( – promoted by Colorado Pols)
You don’t have to spend much time on Google to find out Rep. Mike Coffman hates Obamacare and has voted to repeal it, though he says he likes parts of it.
But what’s Coffman’s alternative, beyond vagaries about wanting to make the health-care market more competitive?
You have to look hard, but one of his suggestions, as articulated in a 2010 radio interview, is to get the state of Colorado into the catastrophic health-insurance business.
Yes, you read that right.
Coffman believes that “Colorado could come up with a great health insurance plan that would focus on catastrophic care.” This plan, under Coffman’s proposal, would be snapped up by health-insurance buyers nationally and bring a windfall of business (and tax revenue) to our state, creating, if you will, a mini catastrophic health-care economy here.
(Coffman may be thinking of a Colorado company, not the state, but Coffman did not correct the radio host when he seemed to interpret Coffman’s statement as I did.

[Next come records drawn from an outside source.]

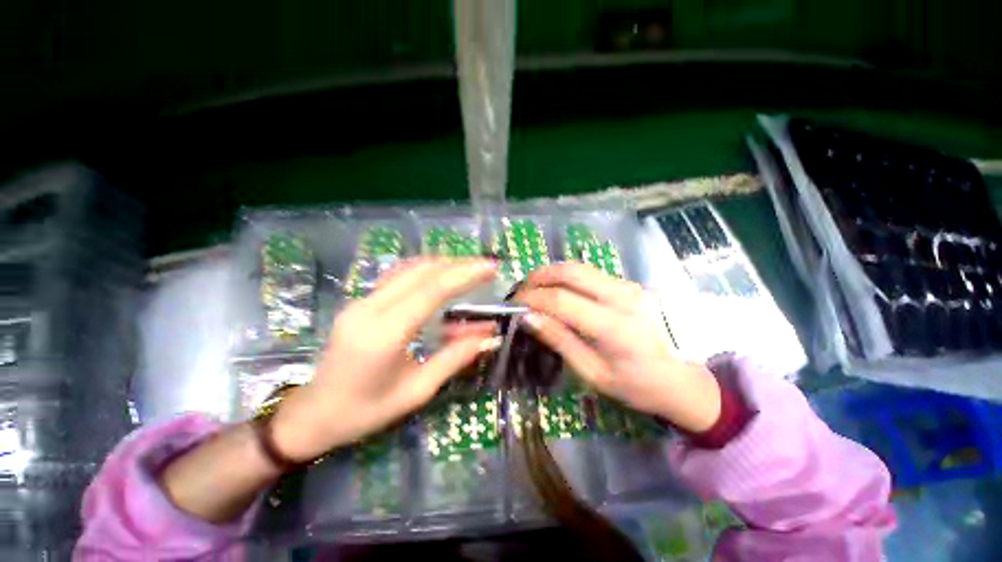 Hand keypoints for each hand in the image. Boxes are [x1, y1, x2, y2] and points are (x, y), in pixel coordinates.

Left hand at [270, 258, 498, 461]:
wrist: (313, 412)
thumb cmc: (366, 411)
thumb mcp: (417, 390)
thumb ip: (455, 357)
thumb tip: (489, 336)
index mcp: (384, 334)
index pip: (431, 291)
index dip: (464, 274)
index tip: (491, 268)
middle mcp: (370, 308)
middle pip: (421, 272)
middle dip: (458, 264)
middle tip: (486, 267)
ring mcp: (361, 301)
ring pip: (408, 268)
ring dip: (443, 264)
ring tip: (470, 269)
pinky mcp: (361, 301)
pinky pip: (399, 276)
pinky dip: (426, 270)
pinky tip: (442, 276)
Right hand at [515, 262, 720, 433]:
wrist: (680, 378)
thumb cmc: (636, 385)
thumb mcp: (592, 373)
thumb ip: (560, 340)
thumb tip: (528, 317)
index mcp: (614, 327)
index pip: (562, 300)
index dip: (533, 298)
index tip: (514, 303)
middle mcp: (622, 297)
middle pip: (571, 272)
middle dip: (539, 276)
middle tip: (521, 290)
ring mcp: (628, 286)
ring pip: (580, 267)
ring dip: (551, 273)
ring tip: (534, 288)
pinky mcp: (628, 284)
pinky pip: (590, 273)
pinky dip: (567, 277)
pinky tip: (557, 290) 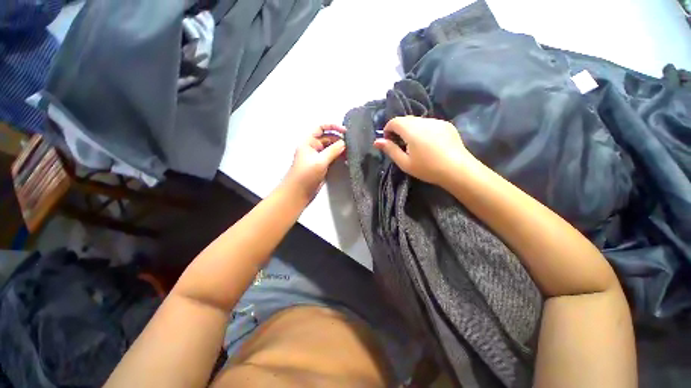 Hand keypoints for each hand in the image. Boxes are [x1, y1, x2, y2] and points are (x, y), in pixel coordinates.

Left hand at [282, 124, 346, 203]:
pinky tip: (346, 160)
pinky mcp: (322, 166)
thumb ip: (333, 151)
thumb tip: (344, 143)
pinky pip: (332, 158)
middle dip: (339, 140)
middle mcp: (313, 147)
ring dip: (340, 149)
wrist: (298, 192)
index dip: (332, 127)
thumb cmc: (306, 174)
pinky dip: (339, 157)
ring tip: (350, 152)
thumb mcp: (320, 161)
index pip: (321, 128)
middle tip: (351, 145)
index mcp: (308, 142)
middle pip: (328, 138)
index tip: (345, 131)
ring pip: (331, 149)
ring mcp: (318, 157)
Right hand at [374, 116, 472, 185]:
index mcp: (411, 130)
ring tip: (414, 145)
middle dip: (399, 129)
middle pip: (406, 119)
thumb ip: (390, 150)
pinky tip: (428, 143)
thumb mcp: (405, 163)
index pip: (394, 121)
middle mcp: (424, 121)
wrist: (457, 170)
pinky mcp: (446, 125)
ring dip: (411, 129)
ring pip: (418, 121)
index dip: (388, 129)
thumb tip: (376, 141)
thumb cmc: (427, 168)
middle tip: (400, 144)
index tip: (389, 141)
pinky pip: (429, 123)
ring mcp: (437, 121)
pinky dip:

And even if this is a private sector proposal, it raises many questions requiring explanation.)
Central to Coffman’s plan is our state’s existing tax on health-insurance premiums. Coffman envisions a windfall of tax revenue from this “premium tax” as sales of catastrophic health-care policies soar.
And if you’re wondering how this could possibly constitute an alternative to Obamacare, here’s your answer: Coffman proposes using the tax dollars collected from the premium tax to help lower the costs of health insurance for “people that have chronic health care needs that are just priced out of the market.” (Everyone else apparently should buy a catastrophic plan, with a deductible appropriate, depending on individual circumstances.)
Oh, and some of the new tax revenue would boost Colorado’s general fund.
Now this proposal of Coffman’s has got to catch the attention of more journalists than a measly progressive one like me.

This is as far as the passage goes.